Inti Indorayon Utama
- Founded: 1989 in Sumatra, Indonesia
- Founder: Sukanto Tanoto
- Area served: 70% export and 30% domestic
- Production output: 240,000 ton pulp/year (since 1989), 60,000 ton rayon/year (since 1993)
- Owner: Asia Pacific Resources International Holdings (APRIL) (60% owned by RGM International)

= Inti Indorayon Utama =

Indonesian paper milling company

PT Inti Indorayon Utama is an Indonesian paper milling company founded in Sumatra, Indonesia, in 1989 and is owned by Indonesia's richest business man Sukanto Tanoto.

==History==
In 1989, Sukanto Tanoto started a pulp mill under the name of PT Inti Indorayon Utama, which was built at a small village Porsea nearby Lake Toba of North Sumatra. The mill however did not run smoothly with the local people, who argued that it had polluted the area, performed major deforestation and injustice land grabbing. From the beginning, the Indonesia's first pulp mill was full of conflict history. The initial permit released contained land disputes, the quality of air and water around Asahan River degraded drastically, which was said to be responsible to certain skin diseases, reducing corp production and water contamination, was responsible for some landslide disasters in the area and released toxic chlorine gas during the 1993 boiler explosion. However, during the Suharto administration, Indorayon enjoyed freedom of its activities due to the close ties between its owner with Suharto. Demonstrations and legal action to the governmental agencies, that had started since 1986, failed to stop the factory's activities which in turn was answered by detentions, arrests, beatings, raids and violent acts by the local security forces.
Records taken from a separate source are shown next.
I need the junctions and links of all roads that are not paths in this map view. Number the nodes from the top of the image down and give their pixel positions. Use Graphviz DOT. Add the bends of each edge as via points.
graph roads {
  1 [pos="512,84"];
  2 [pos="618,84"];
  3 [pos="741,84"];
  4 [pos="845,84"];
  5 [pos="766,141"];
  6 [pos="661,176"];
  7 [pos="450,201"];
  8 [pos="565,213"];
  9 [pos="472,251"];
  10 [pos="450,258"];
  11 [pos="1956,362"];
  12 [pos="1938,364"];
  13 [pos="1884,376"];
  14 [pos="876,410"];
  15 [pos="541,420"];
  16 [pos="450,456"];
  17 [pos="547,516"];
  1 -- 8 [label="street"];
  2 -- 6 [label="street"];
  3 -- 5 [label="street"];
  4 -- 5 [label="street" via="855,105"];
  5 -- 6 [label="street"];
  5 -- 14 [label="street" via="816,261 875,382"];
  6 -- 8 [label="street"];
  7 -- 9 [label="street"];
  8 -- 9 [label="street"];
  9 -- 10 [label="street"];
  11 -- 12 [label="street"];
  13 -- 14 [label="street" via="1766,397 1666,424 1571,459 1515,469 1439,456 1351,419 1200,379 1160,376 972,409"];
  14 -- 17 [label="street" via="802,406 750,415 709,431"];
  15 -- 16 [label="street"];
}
Following the downfall of Suharto in 1998, public pressure began to grow, but it was always answered with violence and terrors by police officers hired by the company. Clashes between local residents, staffs and members of security forces were unavoidable and resulted six deaths and hundreds of injuries in 1999. As a result, President Habibie temporarily put the mill on halt on 19 March 1999 and designated an independent audit to assess the environmental damage caused by the mill, the audit of which never took place. The decision was later supported by the-then Indonesia minister of environment Sony Keraf from the President Wahid's administration that the Indorayon's paper pulp and rayon fibre production should be closed down or relocated.

Several Indorayon's supporters, including the-then ministry of trade Jusuf Kalla, denied the allegation over the mill's pollution case and lobbied heavily to resume its operation. The problem also escalated into an international matter as Indorayon was 86% owned by foreign individuals. An international arbitration in Washington was then opened and President Wahid stated that Indonesia must abide the arbitration decision. Having feared of US$600 million compensation or facing international lawsuit, the Indonesia cabinet minister gave a 'green light' for the mill to resume its operation in May 2000 with the requirement that the production of dissolving pulp should be stopped. The decision was then responded by another opposition from the local people and some Indonesia's environmental groups such as WALHI. A student was shot dead by the police during the demonstration on 21 June 2000, dozens have been killed and many hundreds were seriously injured during the 27 months of conflict.

The long saga between Tanoto's Indorayon with local community ended up with the status of closing down during the President Wahid administration. Stakeholders stopped making monthly US$1 million operational payments since 1 September 2000. The company had tried to rename into PT Toba Pulp Lestari to ensure the local people that it does not produce rayon (dissolving pulp) anymore, but it still failed to resume its operation due to intense local opposition. The company laid off its 7,000 workforce within weeks and agreed on US$400 million debt for equity swap.